• Activity
Could you copy every line in the listing below that has the word "Summarize"?

Supplied data section start

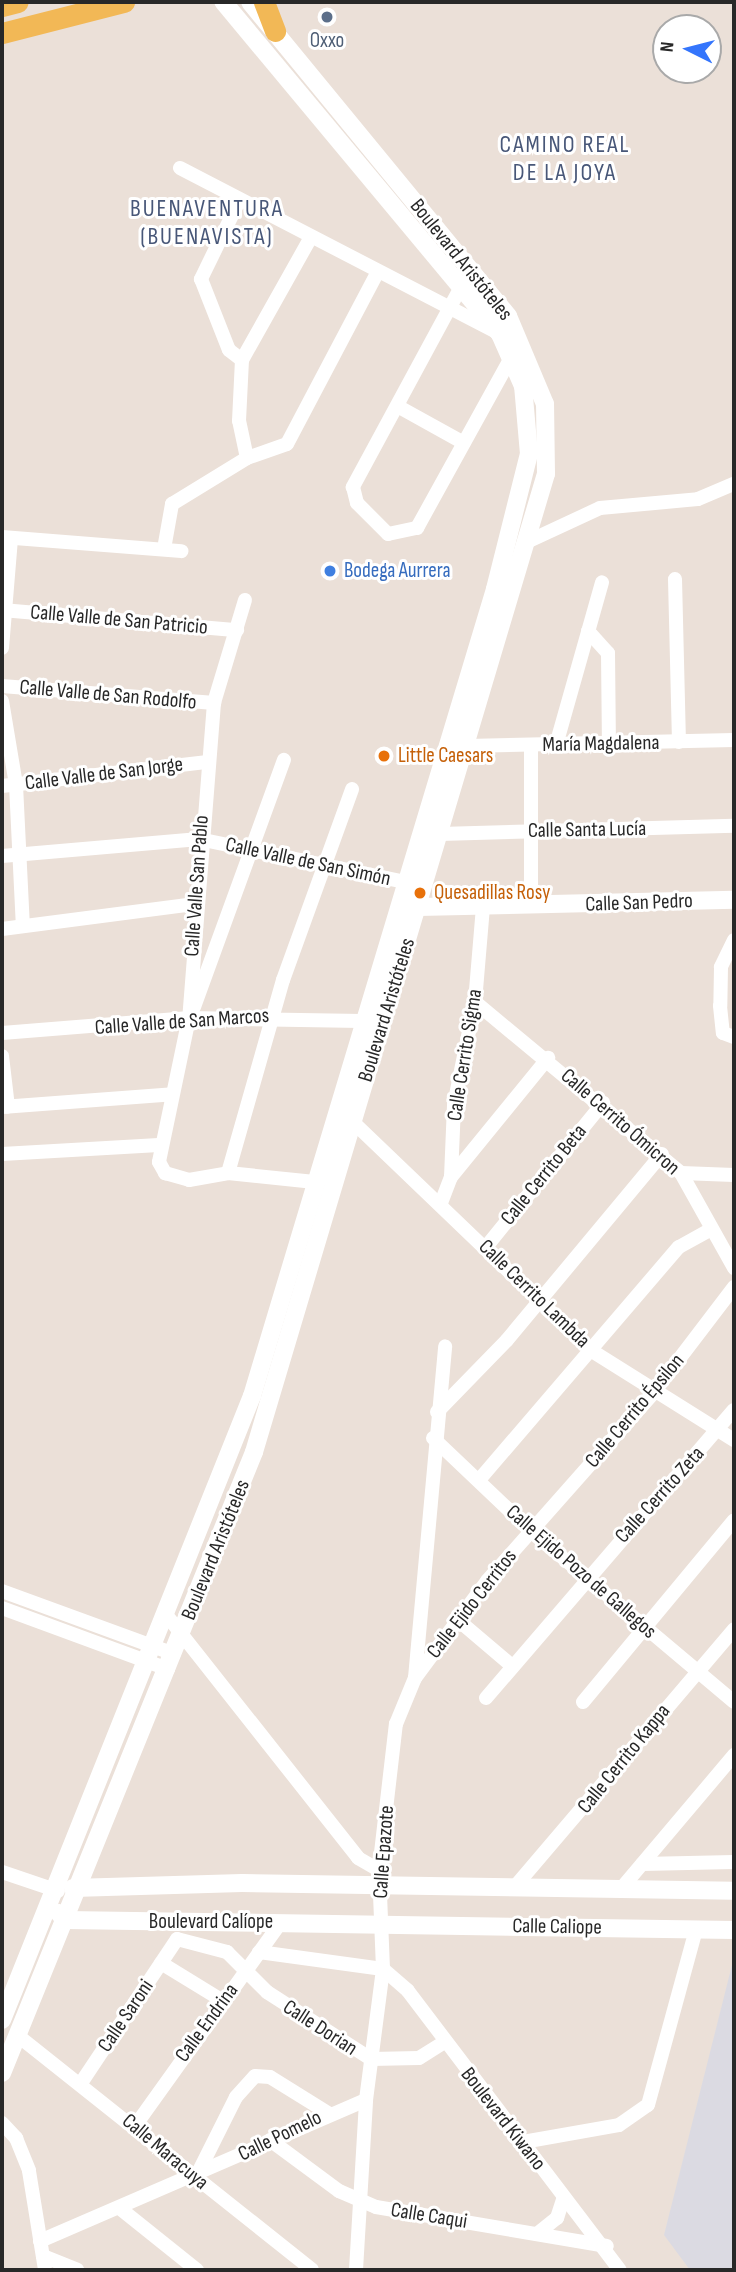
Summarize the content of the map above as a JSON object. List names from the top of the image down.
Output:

Supplied data section end
Supplied data section start

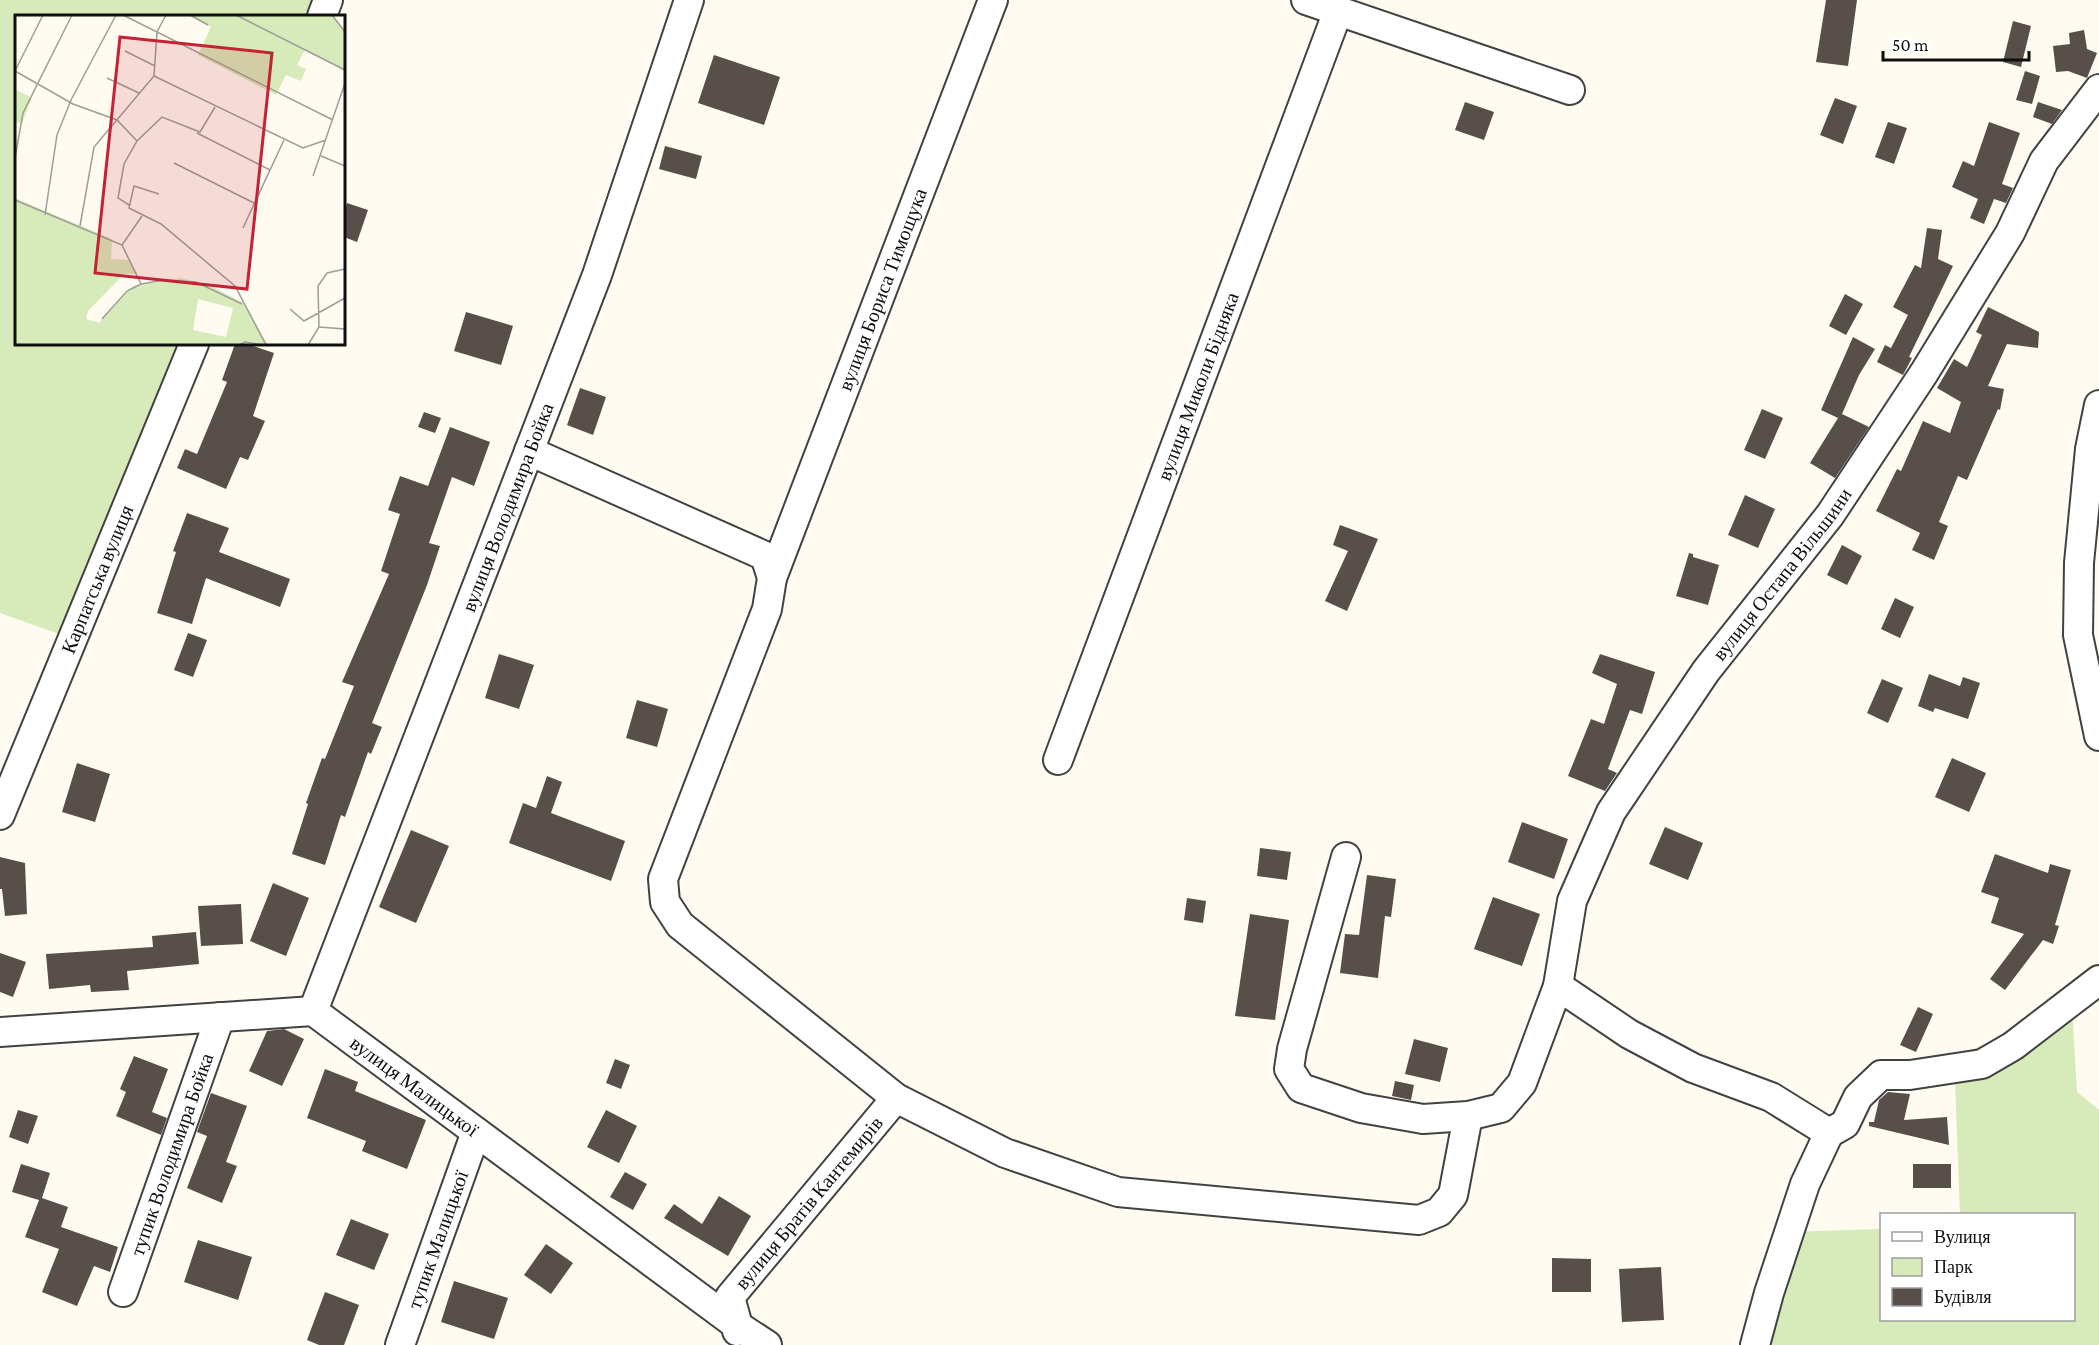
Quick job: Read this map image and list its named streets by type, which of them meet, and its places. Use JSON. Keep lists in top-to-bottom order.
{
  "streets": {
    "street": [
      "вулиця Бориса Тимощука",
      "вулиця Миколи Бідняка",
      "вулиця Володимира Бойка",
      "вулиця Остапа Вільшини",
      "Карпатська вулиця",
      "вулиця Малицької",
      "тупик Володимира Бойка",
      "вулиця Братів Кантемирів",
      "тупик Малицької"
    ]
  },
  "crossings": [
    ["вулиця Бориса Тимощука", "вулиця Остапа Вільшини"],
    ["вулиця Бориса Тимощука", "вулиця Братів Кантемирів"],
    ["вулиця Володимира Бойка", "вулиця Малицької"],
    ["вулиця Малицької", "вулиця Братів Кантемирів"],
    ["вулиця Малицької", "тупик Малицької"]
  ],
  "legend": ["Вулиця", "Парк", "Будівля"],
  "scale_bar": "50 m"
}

Supplied data section end
Supplied data section start

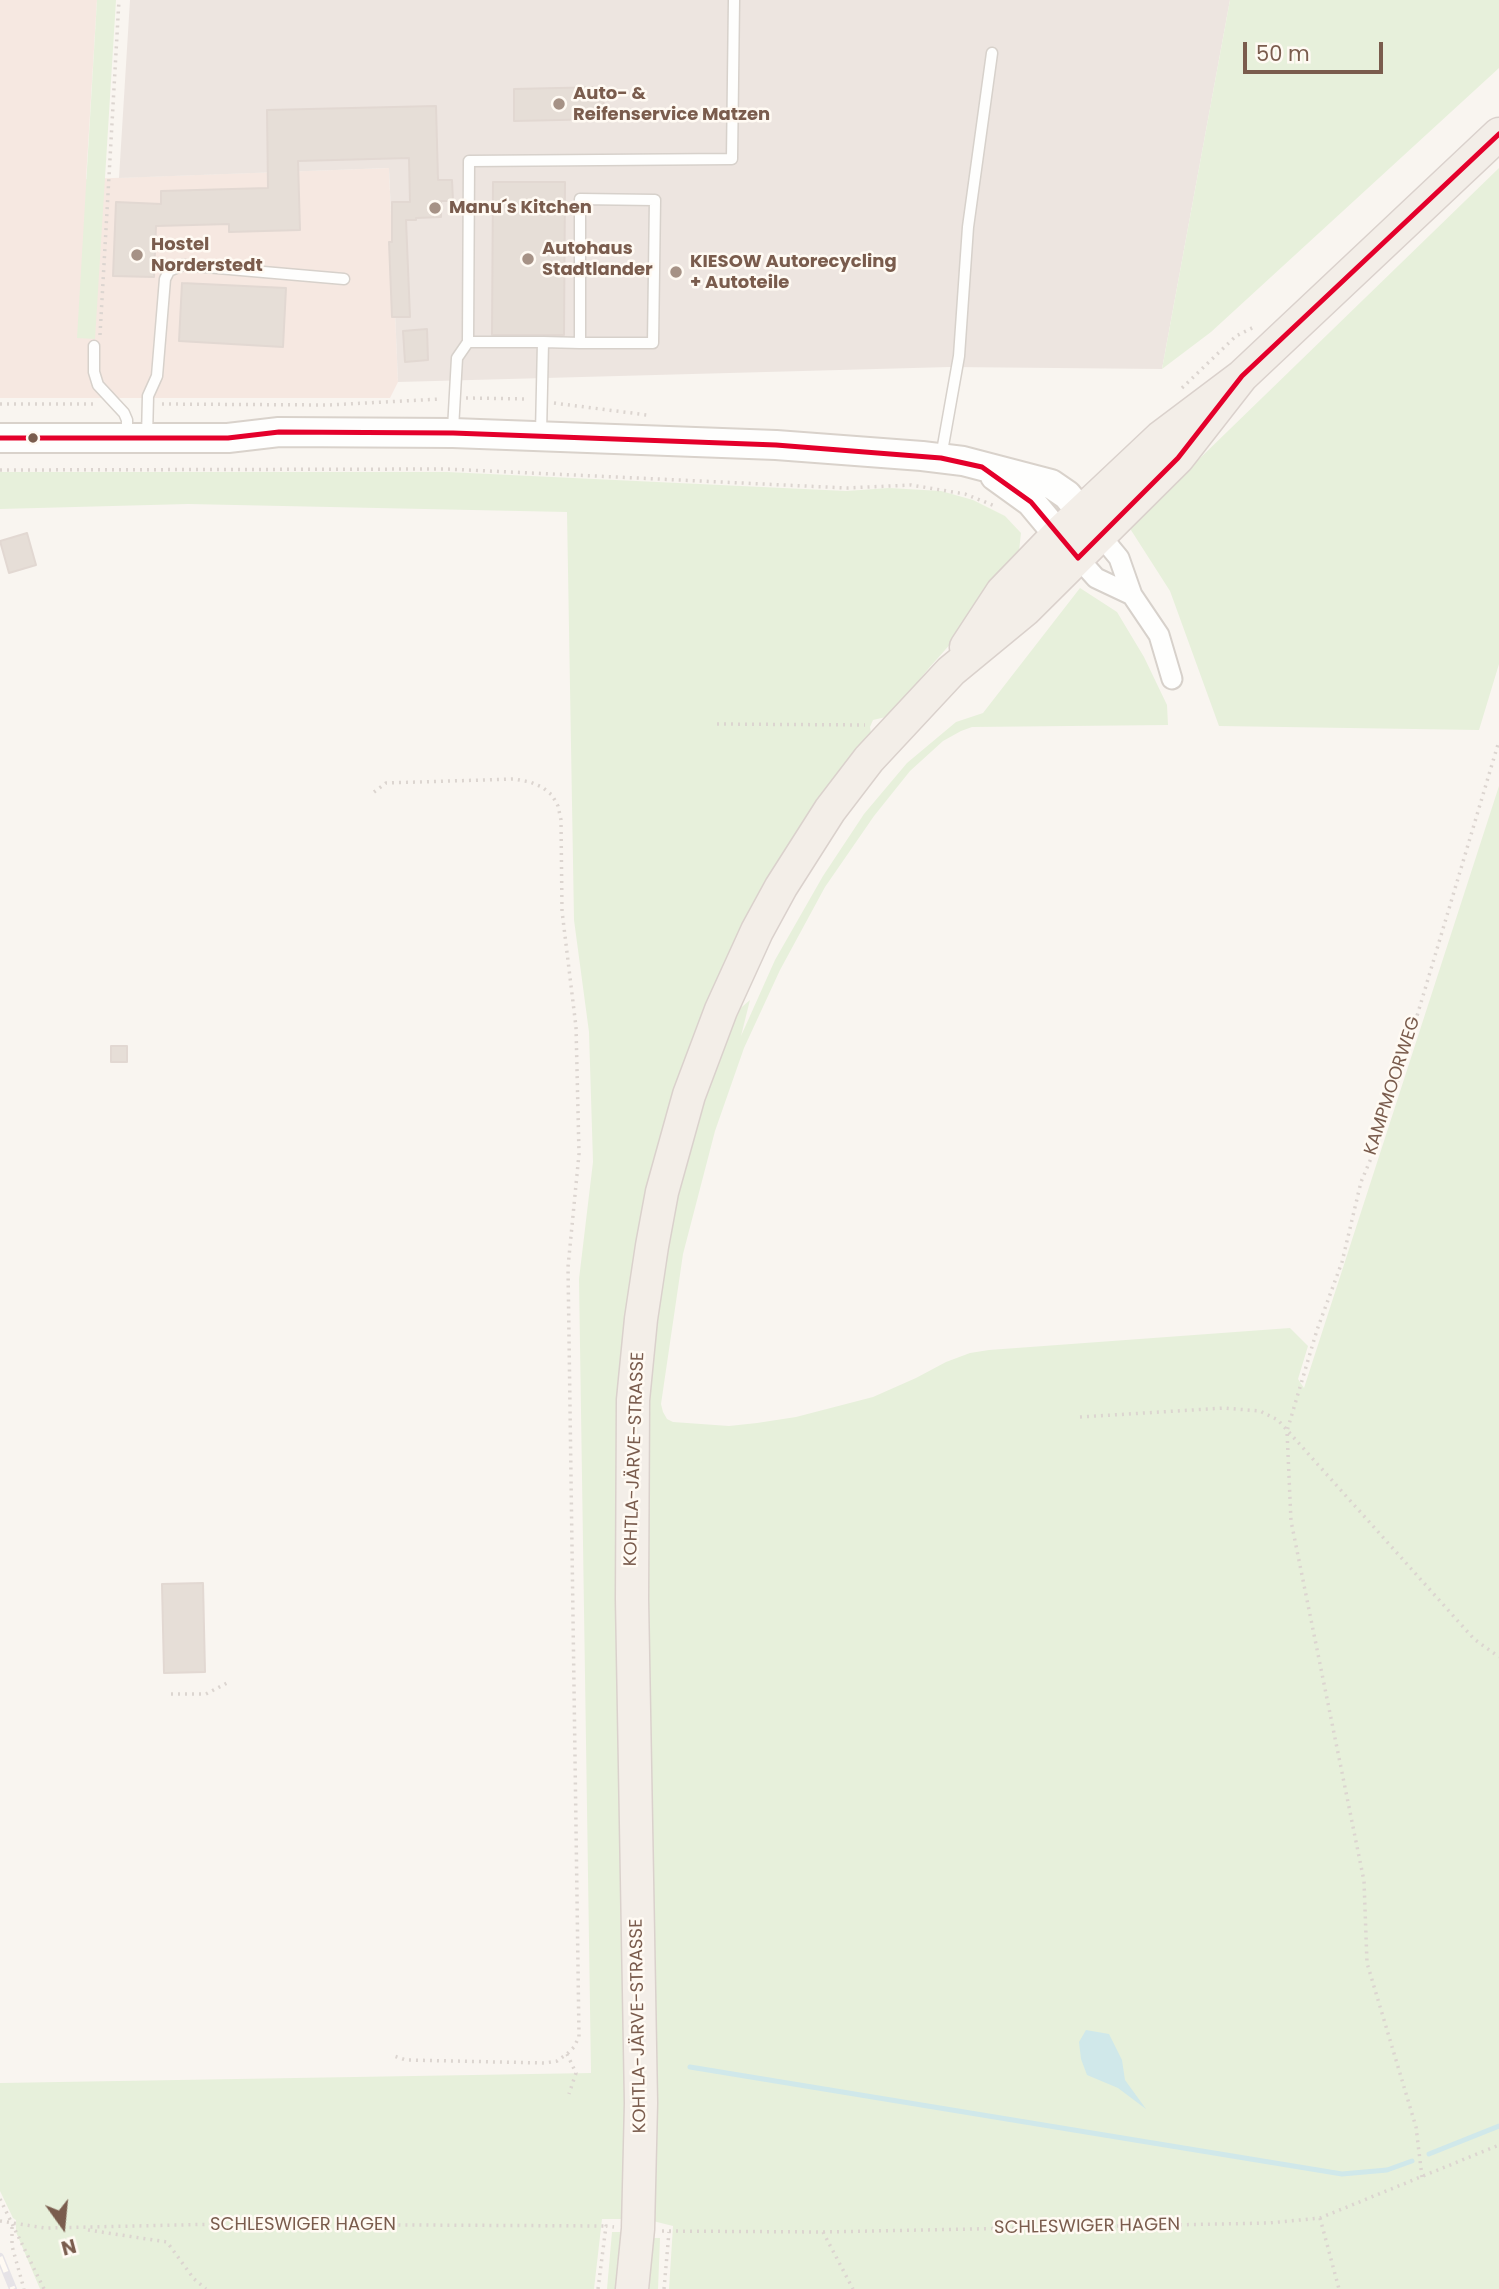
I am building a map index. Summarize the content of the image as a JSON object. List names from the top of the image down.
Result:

Supplied data section end

• Result for this exercise
Summarize the content of the map above as a JSON object. List names from the top of the image down.
I am building a map index. Summarize the content of the image as a JSON object. List names from the top of the image down.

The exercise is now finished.